Yes I know she couldn’t legally do that but she did and I lost everything because she gave me a one chance to get my things and James didn’t show up with the truck.

I called Crown counsel and they said they never received my statement so I called the police officer and he said he had it in the file at the police station. I told him Crown would look at it and he said it could wait until court.

I was totally frustrated by the police, I felt like they were playing games. The night of the fight one officer took Kris and my statement and another officer took James’s. They had asked James for his address and he had given his buddy’s address in the resort. He was  told that if he wasn’t at that address he would be arrested for being in breach of his conditions for release. I was told that he was not to be in the park and if he was seen in the park to call them and he would be arrested. I had called the police many times to ask if he was allowed in the park and no one could give me an answer. The attending cop went from 4 days off to being on vacation. So Kris and I thought James was purposely harassing us when in fact he had to be at the resort. Mind you he did follow us and he did intimidate us with the bright headlights etc. But the whole situation was escalated by the cops not commumicating.

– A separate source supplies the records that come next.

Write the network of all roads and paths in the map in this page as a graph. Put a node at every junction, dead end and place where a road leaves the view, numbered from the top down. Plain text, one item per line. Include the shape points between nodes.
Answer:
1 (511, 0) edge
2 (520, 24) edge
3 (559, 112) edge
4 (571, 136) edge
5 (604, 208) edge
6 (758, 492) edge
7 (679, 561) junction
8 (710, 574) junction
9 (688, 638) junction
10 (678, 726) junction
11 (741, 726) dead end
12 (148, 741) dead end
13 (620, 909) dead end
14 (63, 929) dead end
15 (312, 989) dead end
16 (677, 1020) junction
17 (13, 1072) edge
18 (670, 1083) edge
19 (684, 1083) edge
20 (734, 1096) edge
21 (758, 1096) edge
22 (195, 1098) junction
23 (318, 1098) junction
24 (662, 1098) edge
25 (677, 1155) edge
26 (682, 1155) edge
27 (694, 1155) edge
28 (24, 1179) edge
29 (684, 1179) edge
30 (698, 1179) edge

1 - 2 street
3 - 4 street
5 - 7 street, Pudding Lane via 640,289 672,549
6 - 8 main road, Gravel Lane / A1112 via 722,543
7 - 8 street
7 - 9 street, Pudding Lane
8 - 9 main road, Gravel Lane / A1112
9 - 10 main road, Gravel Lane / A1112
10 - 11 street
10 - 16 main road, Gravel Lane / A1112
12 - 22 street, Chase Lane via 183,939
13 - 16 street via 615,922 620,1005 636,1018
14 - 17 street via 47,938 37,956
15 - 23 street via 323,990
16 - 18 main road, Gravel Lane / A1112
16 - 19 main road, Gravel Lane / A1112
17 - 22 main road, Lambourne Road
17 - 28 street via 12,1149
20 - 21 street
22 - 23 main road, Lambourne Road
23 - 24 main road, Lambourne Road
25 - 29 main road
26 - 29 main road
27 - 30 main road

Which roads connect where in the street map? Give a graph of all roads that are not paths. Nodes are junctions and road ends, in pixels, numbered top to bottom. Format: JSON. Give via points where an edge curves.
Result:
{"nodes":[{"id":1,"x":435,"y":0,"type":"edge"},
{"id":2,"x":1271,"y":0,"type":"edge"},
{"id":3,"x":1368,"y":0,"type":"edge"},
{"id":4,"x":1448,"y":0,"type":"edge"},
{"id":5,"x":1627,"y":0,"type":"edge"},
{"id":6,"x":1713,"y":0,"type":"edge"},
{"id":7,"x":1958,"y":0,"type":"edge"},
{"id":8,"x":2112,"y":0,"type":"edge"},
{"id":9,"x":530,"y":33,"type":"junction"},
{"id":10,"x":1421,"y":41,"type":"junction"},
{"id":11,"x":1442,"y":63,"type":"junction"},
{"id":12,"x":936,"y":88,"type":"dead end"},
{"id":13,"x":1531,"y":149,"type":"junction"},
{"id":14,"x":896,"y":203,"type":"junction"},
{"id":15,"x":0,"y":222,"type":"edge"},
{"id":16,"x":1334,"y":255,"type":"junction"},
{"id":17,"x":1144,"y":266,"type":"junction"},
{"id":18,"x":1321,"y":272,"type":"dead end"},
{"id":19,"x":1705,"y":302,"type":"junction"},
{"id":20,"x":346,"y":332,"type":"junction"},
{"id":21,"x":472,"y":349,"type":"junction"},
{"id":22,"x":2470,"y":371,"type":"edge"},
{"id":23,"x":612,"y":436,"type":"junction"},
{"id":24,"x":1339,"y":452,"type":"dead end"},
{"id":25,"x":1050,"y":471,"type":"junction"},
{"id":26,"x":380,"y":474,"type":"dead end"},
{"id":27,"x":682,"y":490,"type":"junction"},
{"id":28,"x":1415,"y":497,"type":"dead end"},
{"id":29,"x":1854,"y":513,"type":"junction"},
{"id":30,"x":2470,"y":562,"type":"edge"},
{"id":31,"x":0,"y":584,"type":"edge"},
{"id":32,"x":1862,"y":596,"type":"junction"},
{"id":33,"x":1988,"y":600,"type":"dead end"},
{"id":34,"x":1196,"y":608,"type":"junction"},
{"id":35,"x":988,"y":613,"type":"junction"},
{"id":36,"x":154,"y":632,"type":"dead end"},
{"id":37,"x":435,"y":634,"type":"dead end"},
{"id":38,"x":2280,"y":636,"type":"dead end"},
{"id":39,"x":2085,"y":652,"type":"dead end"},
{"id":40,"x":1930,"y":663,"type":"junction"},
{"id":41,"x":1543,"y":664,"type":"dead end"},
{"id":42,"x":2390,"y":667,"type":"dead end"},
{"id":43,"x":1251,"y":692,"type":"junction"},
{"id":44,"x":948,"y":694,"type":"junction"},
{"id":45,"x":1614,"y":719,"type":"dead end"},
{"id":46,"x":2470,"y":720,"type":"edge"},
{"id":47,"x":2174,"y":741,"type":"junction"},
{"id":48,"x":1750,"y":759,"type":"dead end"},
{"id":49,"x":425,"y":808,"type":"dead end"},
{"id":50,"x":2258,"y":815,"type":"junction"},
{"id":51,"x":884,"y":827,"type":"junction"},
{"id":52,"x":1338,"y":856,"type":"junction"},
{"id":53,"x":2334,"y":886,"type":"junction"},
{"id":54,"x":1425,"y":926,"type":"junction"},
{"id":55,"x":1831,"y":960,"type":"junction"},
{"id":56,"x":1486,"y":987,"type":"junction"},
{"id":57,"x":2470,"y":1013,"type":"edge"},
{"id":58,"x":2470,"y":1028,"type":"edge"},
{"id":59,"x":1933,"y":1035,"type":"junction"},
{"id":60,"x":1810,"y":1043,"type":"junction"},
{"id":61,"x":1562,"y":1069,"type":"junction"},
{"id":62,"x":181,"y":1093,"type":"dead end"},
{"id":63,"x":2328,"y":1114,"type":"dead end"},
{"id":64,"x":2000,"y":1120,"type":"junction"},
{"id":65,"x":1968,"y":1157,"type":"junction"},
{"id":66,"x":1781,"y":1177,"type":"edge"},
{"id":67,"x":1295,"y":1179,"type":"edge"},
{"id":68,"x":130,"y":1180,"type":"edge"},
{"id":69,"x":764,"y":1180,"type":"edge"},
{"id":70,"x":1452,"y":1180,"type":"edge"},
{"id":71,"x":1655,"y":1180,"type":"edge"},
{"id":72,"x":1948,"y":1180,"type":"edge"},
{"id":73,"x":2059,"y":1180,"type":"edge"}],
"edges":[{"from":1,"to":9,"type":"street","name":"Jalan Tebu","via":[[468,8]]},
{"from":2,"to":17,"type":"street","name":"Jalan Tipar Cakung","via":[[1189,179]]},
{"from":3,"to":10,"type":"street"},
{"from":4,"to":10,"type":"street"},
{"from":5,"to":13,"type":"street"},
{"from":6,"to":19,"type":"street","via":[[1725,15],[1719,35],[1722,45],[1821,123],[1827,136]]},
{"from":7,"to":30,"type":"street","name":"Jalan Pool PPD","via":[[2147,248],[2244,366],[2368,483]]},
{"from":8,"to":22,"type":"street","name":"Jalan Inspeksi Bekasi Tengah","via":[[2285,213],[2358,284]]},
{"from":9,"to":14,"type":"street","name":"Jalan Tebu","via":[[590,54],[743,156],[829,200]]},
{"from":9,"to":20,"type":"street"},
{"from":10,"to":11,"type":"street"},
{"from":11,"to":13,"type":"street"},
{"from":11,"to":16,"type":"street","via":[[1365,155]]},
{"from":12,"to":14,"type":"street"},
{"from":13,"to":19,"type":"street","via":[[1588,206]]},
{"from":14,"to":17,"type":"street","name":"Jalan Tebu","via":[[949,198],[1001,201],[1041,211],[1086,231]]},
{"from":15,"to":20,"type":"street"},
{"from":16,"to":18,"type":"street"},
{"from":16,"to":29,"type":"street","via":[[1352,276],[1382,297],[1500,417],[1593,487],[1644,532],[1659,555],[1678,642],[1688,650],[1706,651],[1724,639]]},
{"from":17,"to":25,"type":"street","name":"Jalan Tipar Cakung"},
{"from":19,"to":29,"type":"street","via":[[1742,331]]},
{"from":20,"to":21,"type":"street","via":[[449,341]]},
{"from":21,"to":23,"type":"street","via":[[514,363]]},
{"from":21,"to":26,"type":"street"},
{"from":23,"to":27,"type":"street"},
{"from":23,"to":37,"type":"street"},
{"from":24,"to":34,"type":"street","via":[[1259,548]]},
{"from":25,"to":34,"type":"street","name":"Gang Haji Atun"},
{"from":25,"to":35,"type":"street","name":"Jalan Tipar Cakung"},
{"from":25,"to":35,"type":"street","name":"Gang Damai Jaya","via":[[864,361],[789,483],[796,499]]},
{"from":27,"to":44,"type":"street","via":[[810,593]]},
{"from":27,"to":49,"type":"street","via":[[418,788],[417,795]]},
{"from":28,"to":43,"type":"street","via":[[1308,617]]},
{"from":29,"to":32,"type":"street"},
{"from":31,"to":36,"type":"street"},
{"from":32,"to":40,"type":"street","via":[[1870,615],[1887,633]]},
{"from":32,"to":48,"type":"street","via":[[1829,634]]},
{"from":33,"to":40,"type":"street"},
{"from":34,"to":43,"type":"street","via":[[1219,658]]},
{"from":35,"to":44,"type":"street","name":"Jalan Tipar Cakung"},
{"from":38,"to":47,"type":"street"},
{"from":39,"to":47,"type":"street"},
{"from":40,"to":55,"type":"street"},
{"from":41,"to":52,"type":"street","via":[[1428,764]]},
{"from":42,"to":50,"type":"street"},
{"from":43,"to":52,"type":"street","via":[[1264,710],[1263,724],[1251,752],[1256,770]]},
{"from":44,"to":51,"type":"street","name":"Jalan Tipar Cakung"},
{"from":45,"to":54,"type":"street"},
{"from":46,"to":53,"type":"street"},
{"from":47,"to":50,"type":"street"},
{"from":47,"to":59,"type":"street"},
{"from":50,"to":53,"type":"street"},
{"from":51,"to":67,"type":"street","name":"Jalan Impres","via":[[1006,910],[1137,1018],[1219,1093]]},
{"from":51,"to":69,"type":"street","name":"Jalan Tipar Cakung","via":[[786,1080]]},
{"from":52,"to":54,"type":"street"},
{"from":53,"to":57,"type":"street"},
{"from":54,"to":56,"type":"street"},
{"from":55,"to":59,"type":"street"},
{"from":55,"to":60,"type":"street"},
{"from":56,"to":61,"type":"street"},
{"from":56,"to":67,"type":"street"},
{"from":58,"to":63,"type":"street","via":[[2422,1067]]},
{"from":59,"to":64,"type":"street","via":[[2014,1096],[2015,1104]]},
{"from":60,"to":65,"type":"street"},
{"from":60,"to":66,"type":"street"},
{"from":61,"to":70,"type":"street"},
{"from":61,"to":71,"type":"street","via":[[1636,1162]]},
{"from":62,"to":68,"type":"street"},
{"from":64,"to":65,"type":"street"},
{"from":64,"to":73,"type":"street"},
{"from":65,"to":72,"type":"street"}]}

Finally the night JC was escorted to get his things was the first time he was told to not come back, even to visit friends.

The whole situation was out of control and the police seemed to be enjoying the show.

The way the whole thing was handled was unprofessional, disorganized, and instead of difusing the situation the police contributed to emotions esculating to dangerous levels. Not once was I contacted by victim services or someone from a Domestic Violence support group, my concerns were literally laughed at by the police. And JC was revelliing in the fact that he had managed to turn things in his favor again. I knew he had a restraining order put on him years prior by the girl that had his baby and I told the police to check his file in Alberta. They said nothing showed up, but I found out later that a person can pay $400 and have their record sealed.